The happy news about sexual behavior — and great sex — is that there is a huge difference between what's shown to us on screen and television and what actually makes for a happy and satisfying physical encounter. If you have reached the bedroom stage in your relationship, know that physical perfection has about as much to do with great sex as the paint color on your car does with how well it runs. In other words-it doesn't. Really and truly.
What does matter are "the two Cs" of good sex: confidence and communication.

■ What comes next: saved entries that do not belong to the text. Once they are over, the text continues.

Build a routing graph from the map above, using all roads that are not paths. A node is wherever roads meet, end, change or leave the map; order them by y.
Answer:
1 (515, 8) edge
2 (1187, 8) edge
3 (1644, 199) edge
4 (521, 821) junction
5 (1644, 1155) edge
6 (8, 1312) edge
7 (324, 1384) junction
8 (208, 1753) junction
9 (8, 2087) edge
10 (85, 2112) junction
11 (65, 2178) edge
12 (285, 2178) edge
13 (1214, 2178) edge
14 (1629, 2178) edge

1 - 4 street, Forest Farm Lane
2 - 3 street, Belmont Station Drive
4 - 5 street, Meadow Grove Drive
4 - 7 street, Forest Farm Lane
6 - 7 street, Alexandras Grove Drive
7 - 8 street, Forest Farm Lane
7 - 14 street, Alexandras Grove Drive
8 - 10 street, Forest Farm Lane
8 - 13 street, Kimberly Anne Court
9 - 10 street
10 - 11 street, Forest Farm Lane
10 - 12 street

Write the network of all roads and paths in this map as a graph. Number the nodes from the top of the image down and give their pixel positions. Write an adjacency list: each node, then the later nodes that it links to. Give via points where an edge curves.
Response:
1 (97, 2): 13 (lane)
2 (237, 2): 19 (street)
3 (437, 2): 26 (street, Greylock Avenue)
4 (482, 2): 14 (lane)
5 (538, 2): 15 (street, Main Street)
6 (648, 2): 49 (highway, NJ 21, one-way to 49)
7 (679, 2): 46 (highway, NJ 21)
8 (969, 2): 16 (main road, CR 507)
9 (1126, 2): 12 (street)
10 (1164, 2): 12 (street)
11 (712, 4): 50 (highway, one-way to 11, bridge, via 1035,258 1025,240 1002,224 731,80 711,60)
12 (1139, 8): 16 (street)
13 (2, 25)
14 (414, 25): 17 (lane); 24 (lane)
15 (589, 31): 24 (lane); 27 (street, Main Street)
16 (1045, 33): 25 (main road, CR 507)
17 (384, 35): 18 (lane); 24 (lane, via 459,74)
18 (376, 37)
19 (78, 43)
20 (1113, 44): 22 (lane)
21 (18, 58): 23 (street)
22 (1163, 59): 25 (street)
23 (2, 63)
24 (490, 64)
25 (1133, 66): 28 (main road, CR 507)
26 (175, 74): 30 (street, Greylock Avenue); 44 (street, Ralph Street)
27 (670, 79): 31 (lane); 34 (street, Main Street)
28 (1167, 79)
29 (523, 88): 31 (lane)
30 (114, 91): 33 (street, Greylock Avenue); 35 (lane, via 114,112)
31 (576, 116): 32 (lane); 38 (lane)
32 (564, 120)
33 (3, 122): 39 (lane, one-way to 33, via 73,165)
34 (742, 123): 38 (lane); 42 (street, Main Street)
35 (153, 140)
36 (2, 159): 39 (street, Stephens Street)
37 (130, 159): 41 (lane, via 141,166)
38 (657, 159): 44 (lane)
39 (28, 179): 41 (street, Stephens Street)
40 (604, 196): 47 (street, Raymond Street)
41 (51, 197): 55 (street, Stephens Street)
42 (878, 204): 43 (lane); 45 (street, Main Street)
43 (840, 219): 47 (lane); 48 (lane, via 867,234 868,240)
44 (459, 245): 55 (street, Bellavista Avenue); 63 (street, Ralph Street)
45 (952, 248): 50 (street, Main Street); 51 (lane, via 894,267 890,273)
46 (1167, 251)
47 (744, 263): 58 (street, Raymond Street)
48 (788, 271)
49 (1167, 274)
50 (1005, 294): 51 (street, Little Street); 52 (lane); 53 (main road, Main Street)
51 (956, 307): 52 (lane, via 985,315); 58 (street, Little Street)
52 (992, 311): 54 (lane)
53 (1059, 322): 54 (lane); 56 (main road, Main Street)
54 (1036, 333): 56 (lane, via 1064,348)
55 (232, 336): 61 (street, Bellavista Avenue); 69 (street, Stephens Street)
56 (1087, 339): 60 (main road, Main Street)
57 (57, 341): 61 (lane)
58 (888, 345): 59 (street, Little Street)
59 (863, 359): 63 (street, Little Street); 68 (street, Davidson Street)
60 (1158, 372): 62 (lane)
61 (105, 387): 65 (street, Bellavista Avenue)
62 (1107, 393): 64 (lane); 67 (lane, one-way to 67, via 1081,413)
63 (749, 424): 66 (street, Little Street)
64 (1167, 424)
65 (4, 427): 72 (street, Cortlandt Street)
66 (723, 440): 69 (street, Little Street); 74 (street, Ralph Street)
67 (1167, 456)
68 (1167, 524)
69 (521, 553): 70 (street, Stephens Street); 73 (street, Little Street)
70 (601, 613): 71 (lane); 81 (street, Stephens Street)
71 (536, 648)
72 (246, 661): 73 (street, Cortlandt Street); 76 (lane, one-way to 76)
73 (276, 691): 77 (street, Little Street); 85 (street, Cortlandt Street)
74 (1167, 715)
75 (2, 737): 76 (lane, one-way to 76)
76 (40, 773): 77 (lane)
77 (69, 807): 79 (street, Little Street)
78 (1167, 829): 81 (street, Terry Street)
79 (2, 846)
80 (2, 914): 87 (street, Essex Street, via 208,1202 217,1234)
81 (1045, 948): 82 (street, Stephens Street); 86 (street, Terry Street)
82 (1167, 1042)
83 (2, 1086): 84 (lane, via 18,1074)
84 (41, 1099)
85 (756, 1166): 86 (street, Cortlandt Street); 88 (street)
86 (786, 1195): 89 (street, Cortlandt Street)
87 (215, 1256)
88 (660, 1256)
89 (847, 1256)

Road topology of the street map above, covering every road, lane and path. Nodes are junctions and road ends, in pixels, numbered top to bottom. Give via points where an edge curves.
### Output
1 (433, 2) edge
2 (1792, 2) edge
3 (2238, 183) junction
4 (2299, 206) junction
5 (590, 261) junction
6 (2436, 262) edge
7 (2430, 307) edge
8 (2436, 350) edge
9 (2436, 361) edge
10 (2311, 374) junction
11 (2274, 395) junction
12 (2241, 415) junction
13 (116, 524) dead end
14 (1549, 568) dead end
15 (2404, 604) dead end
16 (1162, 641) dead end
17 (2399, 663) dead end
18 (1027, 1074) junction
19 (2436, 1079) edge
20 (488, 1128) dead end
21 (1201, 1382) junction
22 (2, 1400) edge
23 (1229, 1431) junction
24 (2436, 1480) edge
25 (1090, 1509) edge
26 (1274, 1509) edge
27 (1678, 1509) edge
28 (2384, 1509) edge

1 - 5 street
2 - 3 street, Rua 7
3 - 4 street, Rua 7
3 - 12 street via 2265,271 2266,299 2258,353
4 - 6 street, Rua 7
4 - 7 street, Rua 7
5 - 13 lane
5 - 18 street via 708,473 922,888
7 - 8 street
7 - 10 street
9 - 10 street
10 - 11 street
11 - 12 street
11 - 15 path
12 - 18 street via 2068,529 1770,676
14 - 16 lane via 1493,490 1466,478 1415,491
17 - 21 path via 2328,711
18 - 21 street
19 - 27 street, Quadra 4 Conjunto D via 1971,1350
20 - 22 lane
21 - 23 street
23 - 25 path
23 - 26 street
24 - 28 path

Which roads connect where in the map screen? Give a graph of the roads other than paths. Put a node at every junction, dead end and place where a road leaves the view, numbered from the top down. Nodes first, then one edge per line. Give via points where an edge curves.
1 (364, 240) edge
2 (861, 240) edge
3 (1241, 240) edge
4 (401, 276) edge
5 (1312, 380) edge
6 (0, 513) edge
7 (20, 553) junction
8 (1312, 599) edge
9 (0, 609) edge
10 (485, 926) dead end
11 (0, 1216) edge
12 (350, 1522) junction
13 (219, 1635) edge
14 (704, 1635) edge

Confidence: Sure, easier said than done. So make it easy on yourself! Lingerie can be a woman's best friend for that moment of truth. A beautiful teddy or a pretty camisole can be the wardrobe equivalent of a warm hug-and the "transitional object" you might need to get through the first time baring your soul-and your new body-to another person. And if you're a guy, get a great pair of boxers! You'd be surprised how much sexier and body confident you can feel when you're not standing around in low self esteem grayish underpants.
Now, does this mean you have to lie or pretend or avoid exposing who you "really are" to your new lover? Of course not. It just means: it's okay to take baby steps when doing the Big Reveal in a new relationship, particularly after WLS. Unless you're extremely kinky and work in a lab, it's unlikely the two of you will be examining one another under bright lights with microscopes. Lingerie, boxers or heck, even a new unisex leopard print bathrobe left open at strategic times can simply be the props that remind you sex is about play, not interrogation. Sexual nudity should not leave you feeling like you're getting on the witness stand. It should be fun.
Communication: You should never have to apologize or explain your body or your WLS before getting into bed. It should always be a treat and a privilege for your sexual partner to discover you. If he or she makes you feel you need orange traffic cones around yourself to warn people away, you're with the wrong person. That said, it's okay to share your fears. As a human being, you are always allowed to say, "I'm a little nervous!" or ask, "Can we take things slow?" Building a bridge between what you feel inside, and what you share with your partner, is the beginning of thunderclaps and lightning bolts, soul wrenching, "Gosh, I hope we're insured because we're going to blow the roof off this building" kind of sex.
But finally, one caveat. Unless you're channeling Ray Charles, please don't have sex in the dark. Besides increasing your risk for injury on the way to the bathroom afterwards, it's a confidence and communication cop out. Would you cook dinner with no lights on? Give yourself an opportunity to check out the utensils and ingredients for what you and your lover are making. Especially as WLSers, it's critical to never invite shame into your bedroom. We may all experience it as an unwelcome houseguest on occasion, but for heaven sakes, don't give it snacks.